Immaginando ciò che la realtà - a volte - non è.

Molte delle preoccupazioni, tensioni e timori che provo nella vita di tutti i giorni, non sono altro che l’effetto di una mia rappresentazione mentale interna della realtà, ciò che immagino possa succedere.

Un’immagine, non sempre consapevole, in conflitto con quello che consciamente vorrei che invece avvenga: voglio ad esempio risolvere un problema nel migliore dei modi, o riuscire nei miei intenti, ma m’immagino – e temo – di non farcela.
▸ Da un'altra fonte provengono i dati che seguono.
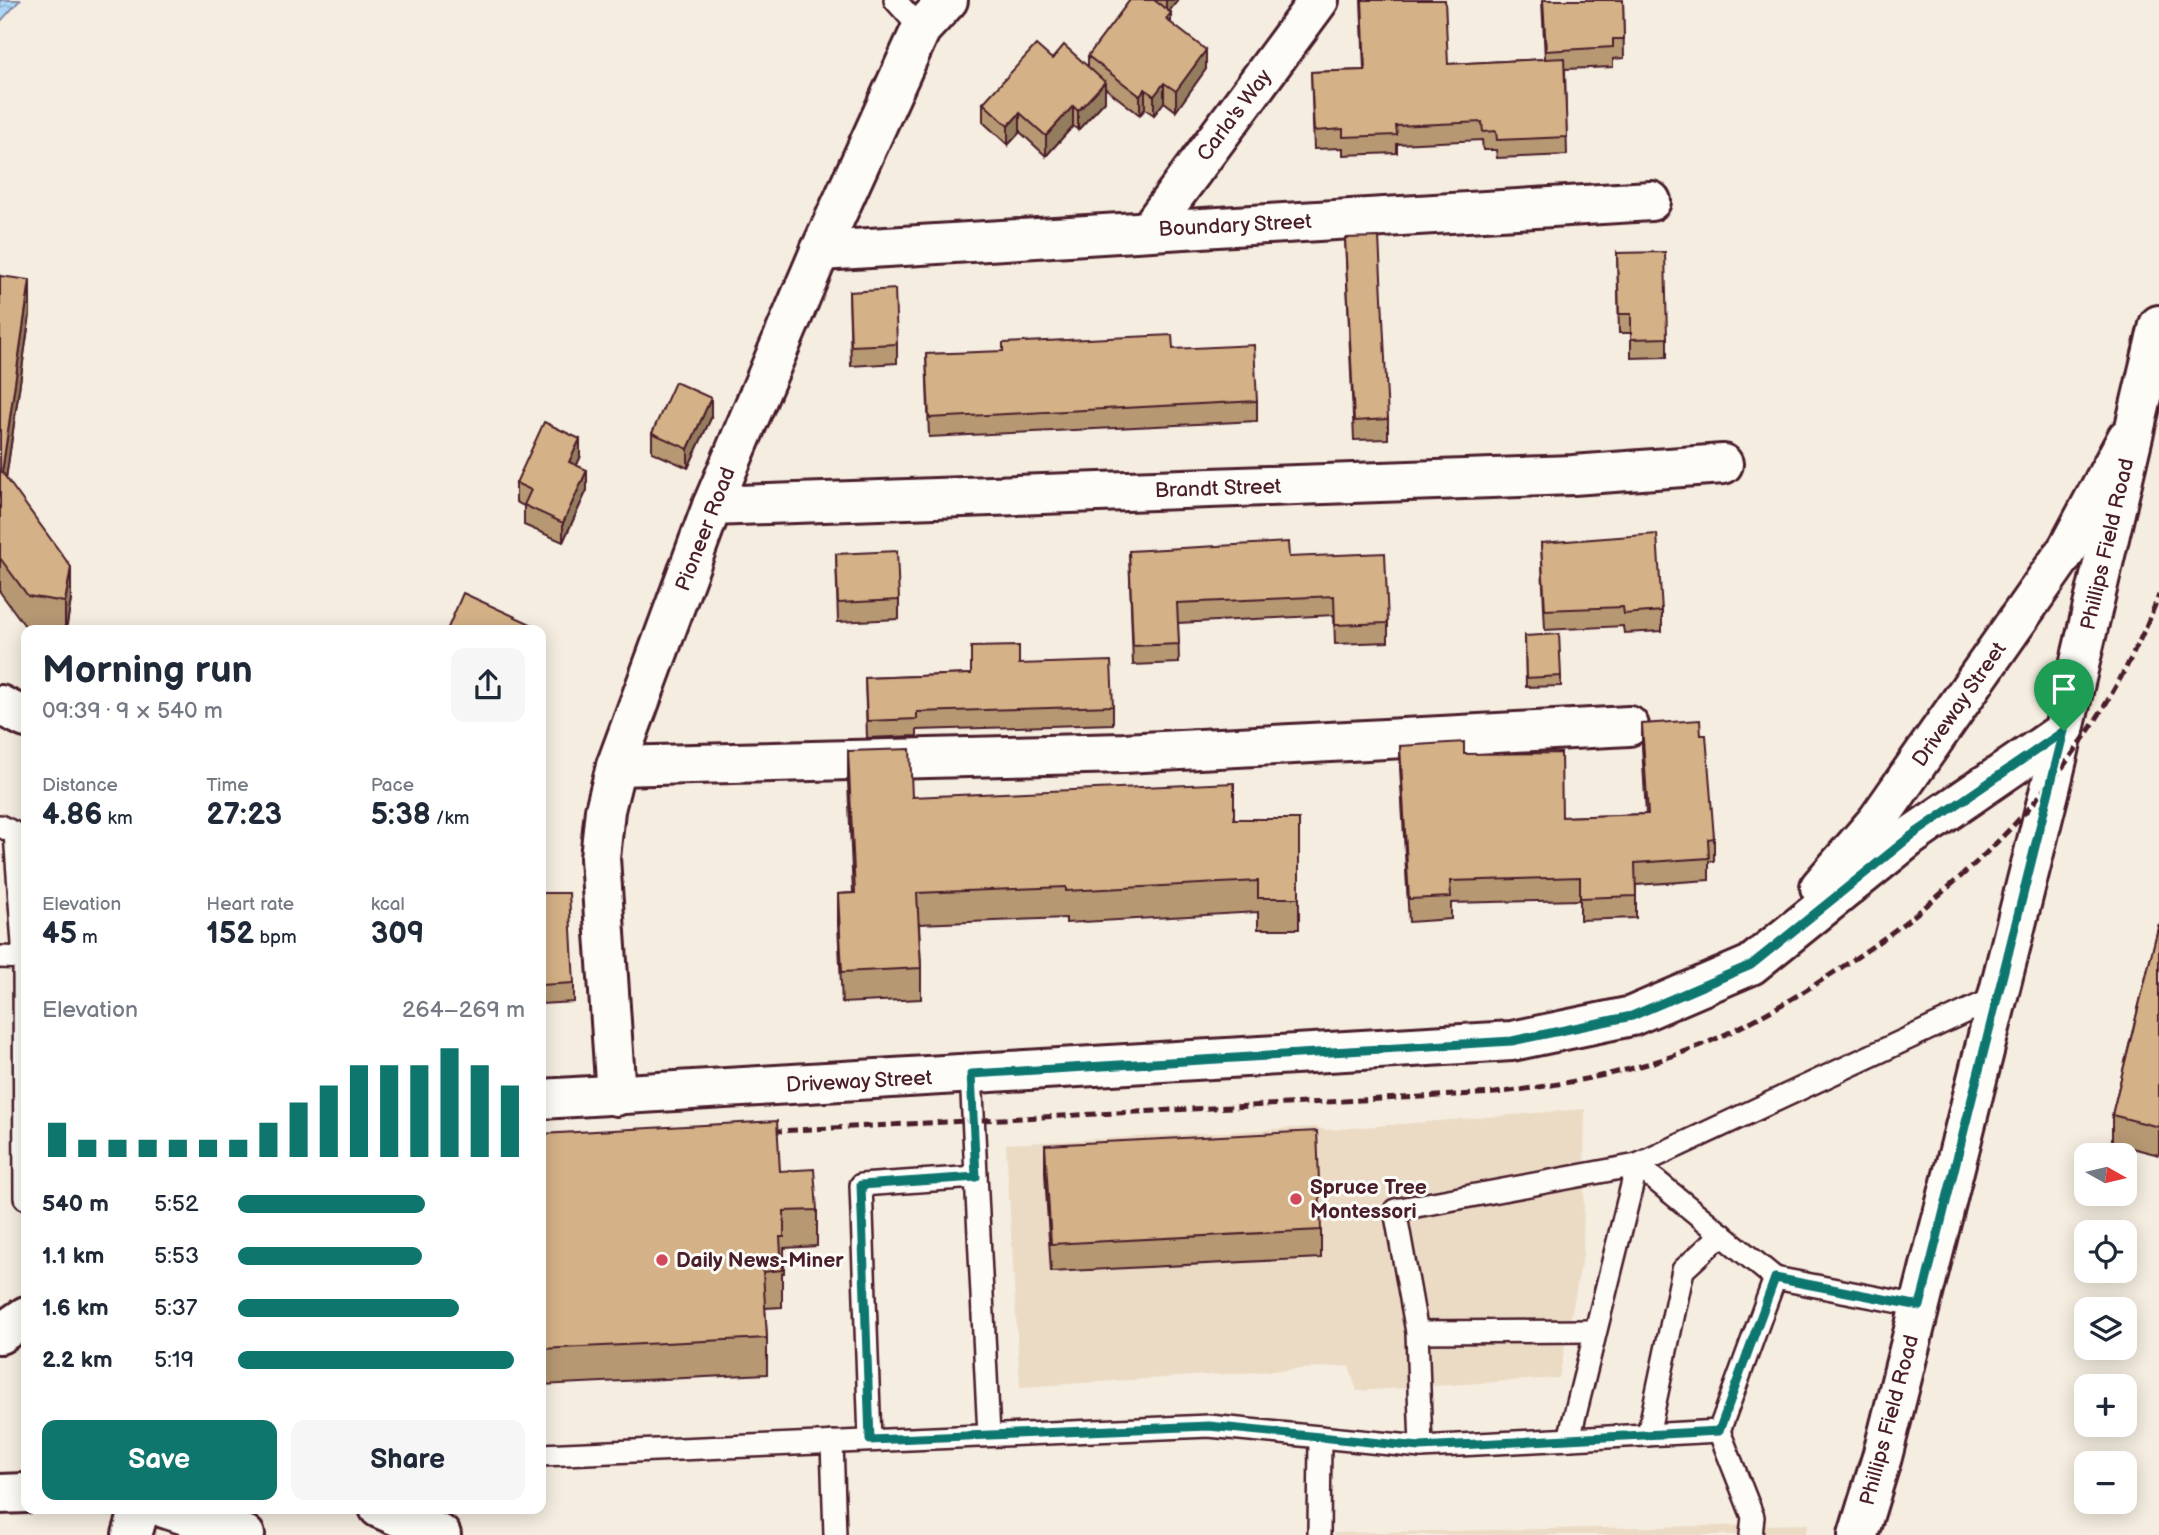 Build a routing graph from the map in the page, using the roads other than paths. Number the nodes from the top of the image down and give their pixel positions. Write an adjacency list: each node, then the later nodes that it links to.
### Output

E se poi il problema non si risolve come volevo, o non riesco nei miei intenti, mi dico che lo sapevo, che non ce l’avrei fatta. Almeno mi do ragione.

E la mia immagine mentale diventa la mia realtà.

Un’immagine mentale: quello che il mio cervello “pre-vede” – avendo bisogno di certezze, non di probabilità – possa accadere poi, domani, nel futuro.

Un’immagine basata su ciò che la memoria mi suggerisce essere già successo, rievocando un’emozione già provata in situazioni passate che ritiene simili a quella attuale.

O anche un’immagine basata su ciò che ho già visto, letto, sentito dire, percepito da altre fonti d’informazione.

La mia mente produce un film che poi, domani, nel futuro, mi convinco, vedendolo e rivedendolo proiettato nella mia mente, potrebbe (ri)succedere.

Io e il mio corpo reagiamo a quel film mentale, istantaneamente.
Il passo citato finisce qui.